Maybe the main purpose of MSAA texture being available to PS is deferred shading..

but resolving the MRT MSAA texture objects is somewhat like SSAA and is inefficient I think. most samples in a pixel is the same, but has to be resolved individually.
 
Hehe. stencil shadows :) go tell that to saints row.

Anyway.

The last 3 algorithm ideas I've had, one of which was a 'AA filter' all ended up being doable on SM3 with one tiny exception somewhere. So personally I cannot wait for D3D10.

I would assume as well as getting access to the subsamples, you also get access to the number of samples (colour compression?). Maybe? Otherwise it'd just be supersampling right?

The 'aa filter' idea I mentioned wasn't actually multi-sampled. More like the 'differed AA' example currently floating in the coding forum. However not CPU reliant preprocessing geometry and also not effecting pixels adjacent to edge pixels.
 
I would assume as well as getting access to the subsamples, you also get access to the number of samples (colour compression?). Maybe? Otherwise it'd just be supersampling right?
It's only supersampling if you run a pixel shader for each sample. If the samples are stored in separate surfaces it's just a memory organization detail.
 
Ah, the penny has dropped (or I think it has).

In DX9 the application has no control over MSAA sample resolve. This means that a colour surface containing the deferred operands is "blindly" munged (blended) by the MSAA resolve, as though the operands are colours. The result is that these edge pixels contain meaningless operands that are some peculiar "average" of the triangles' operands.

In D3D10 the application can ask for the un-resolved Z samples and colours (operands). So in the final shading pass, as the final pixel colour is being written to the "screen", the code can detect a pixel containing multiple triangles from the un-resolved MSAA data. It can then loop over the triangles that make up the "edge-pixel", producing each triangle's final colour based upon the operands, and then perform a manual blend of the resulting colours (whether from 2, 3 ... triangles). When a pixel contains one triangle, the computation of the final colour is obviously 1/4 as intensive, and doesn't require the blend operation.

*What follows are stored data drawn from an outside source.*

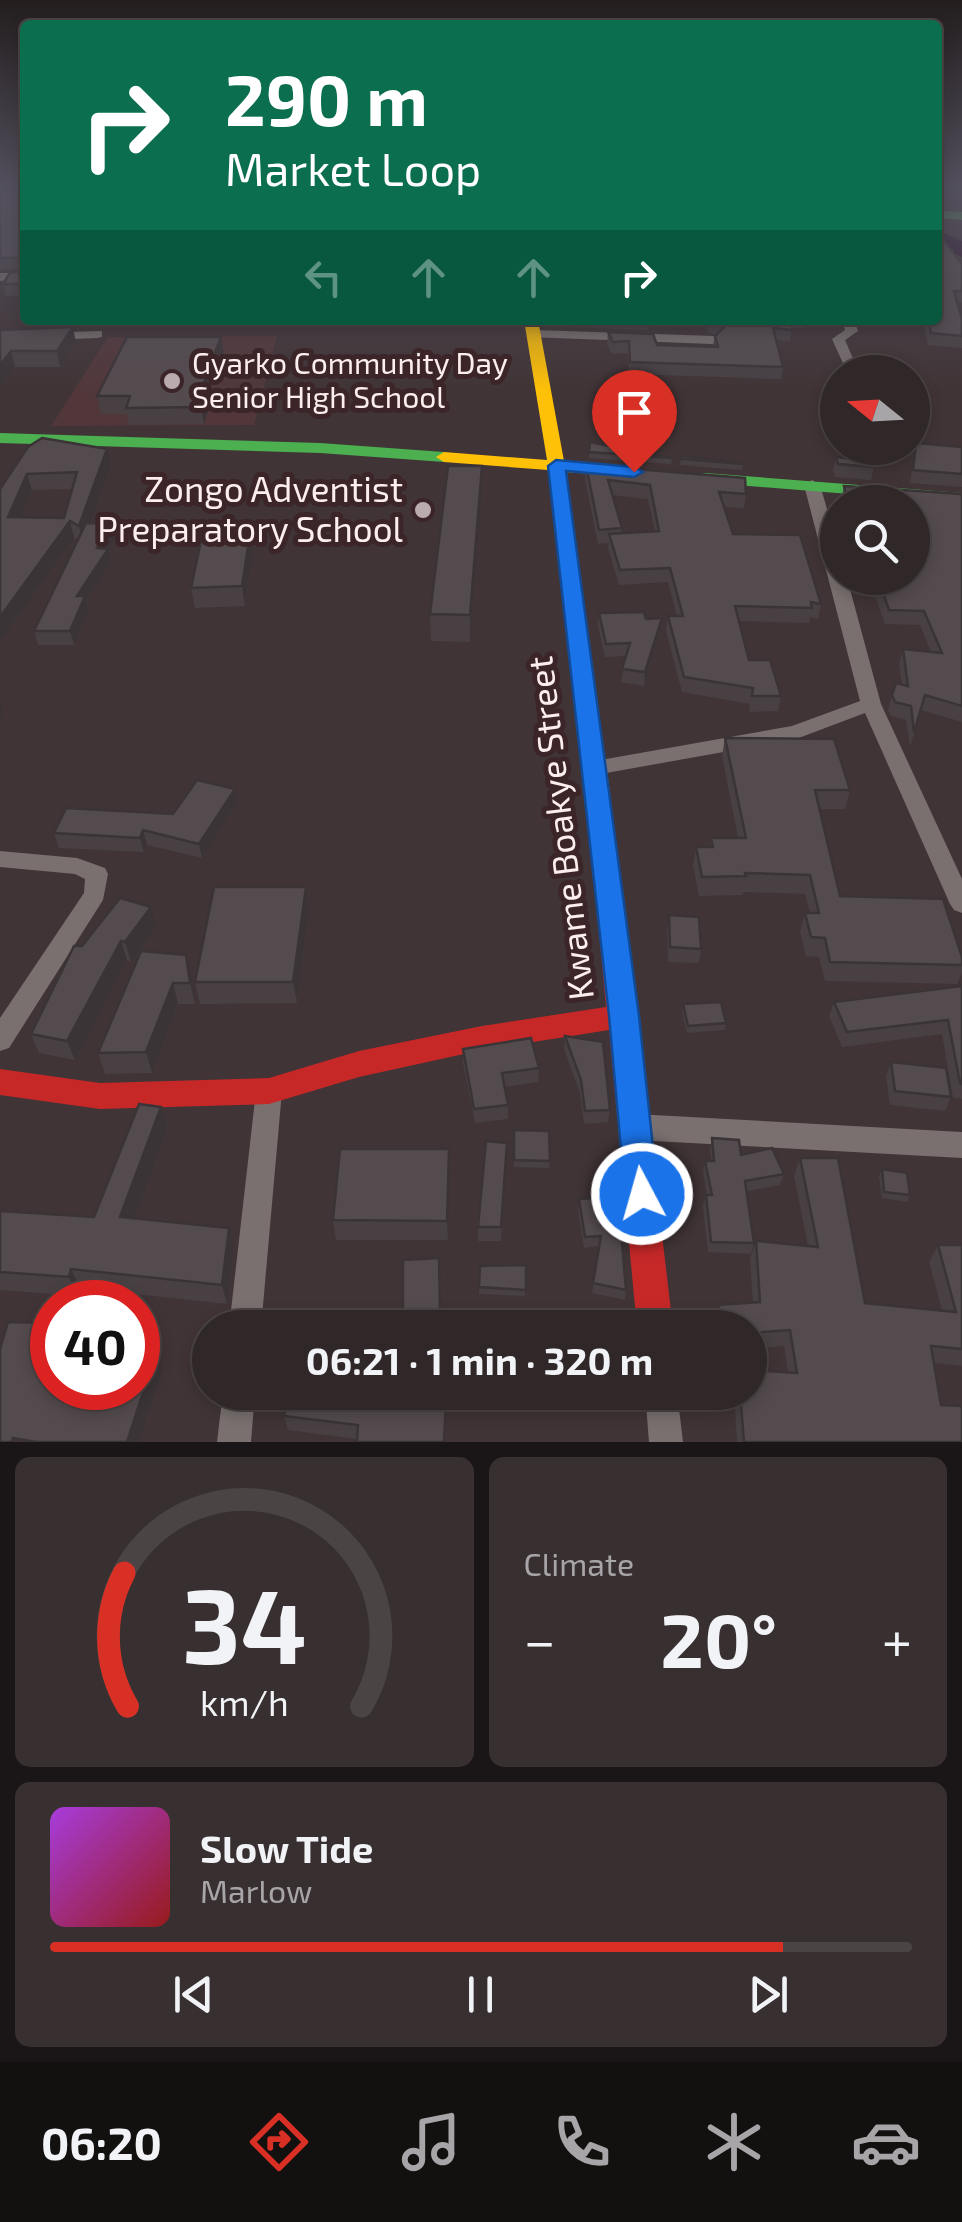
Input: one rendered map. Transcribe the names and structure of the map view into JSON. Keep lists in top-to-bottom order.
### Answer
{
  "streets": {
    "street": ["Kwame Boakye Street"]
  },
  "places": ["Gyarko Community Day Senior High School", "Zongo Adventist Preparatory School"],
  "north": "left",
  "page": {
    "turn": ["290 m", "Market Loop"],
    "limit": "40",
    "trip": "06:21 · 1 min · 320 m",
    "tile": "Climate",
    "heat": ["−", "20°", "+"],
    "song": ["Slow Tide", "Marlow"],
    "tabs": "06:20",
    "gauge": ["34", "km/h"]
  }
}
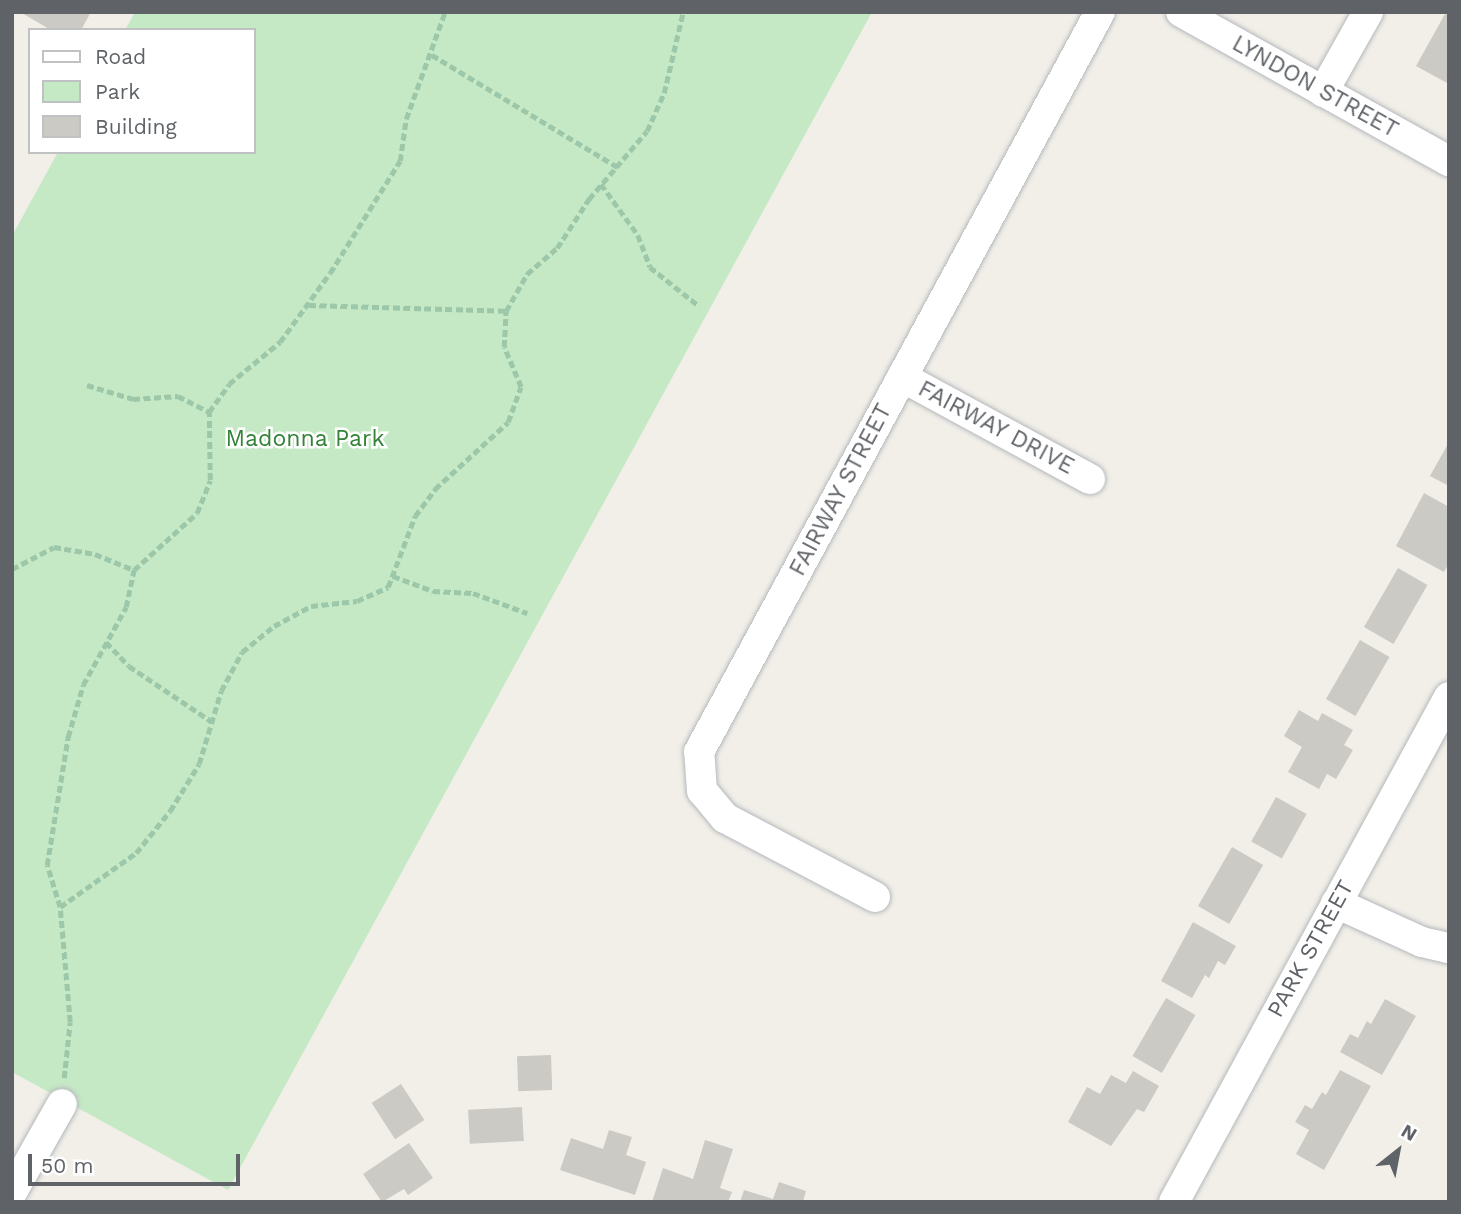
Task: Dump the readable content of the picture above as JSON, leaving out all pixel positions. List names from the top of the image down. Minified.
{"streets":{"street":["LYNDON STREET","FAIRWAY DRIVE","FAIRWAY STREET","PARK STREET"]},"crossings":[["FAIRWAY DRIVE","FAIRWAY STREET"]],"parks":["Madonna Park"],"legend":["Road","Park","Building"],"scale_bar":"50 m","north":"top right"}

Hmm, so pretty simple. Is that right :?:

Jawed
 
sounds about right. You know - the other thing this would seem to bring within reach is the PS subsuming the ROPs.

I would be surprised if you actually get info about which of a pixels samples are identical though - I suspect that the pixel shader will always see 1,2,4,8,16 samples per pixel, regardless of how well they were compressed. I don't think even the ATI products have PS branching granularity fine enough to make optimizations based on sample count a win (for a short MSAA resolve or - if the PS is doing double duty as an ROP - blend type op).
 
Yeah I think you're right, just a list of samples per pixel. Un-ordered, with no concept of which triangle each sample belongs to. I was thinking samples with the same Z would all logically belong to the same triangle. But that isn't the case.

It's only the ROPs that need to work with compression and unravel a pixel's samples. Logically the render target is uniformly read at the sample resolution.

But in terms of performance, I suppose it would be preferable to identify groups of samples per pixel (whether the pixel is edge or interior), in order to avoid having a potentially complex shader iterate over up to 16 samples for each and every pixel.

Jawed
 
Ah, the penny has dropped (or I think it has).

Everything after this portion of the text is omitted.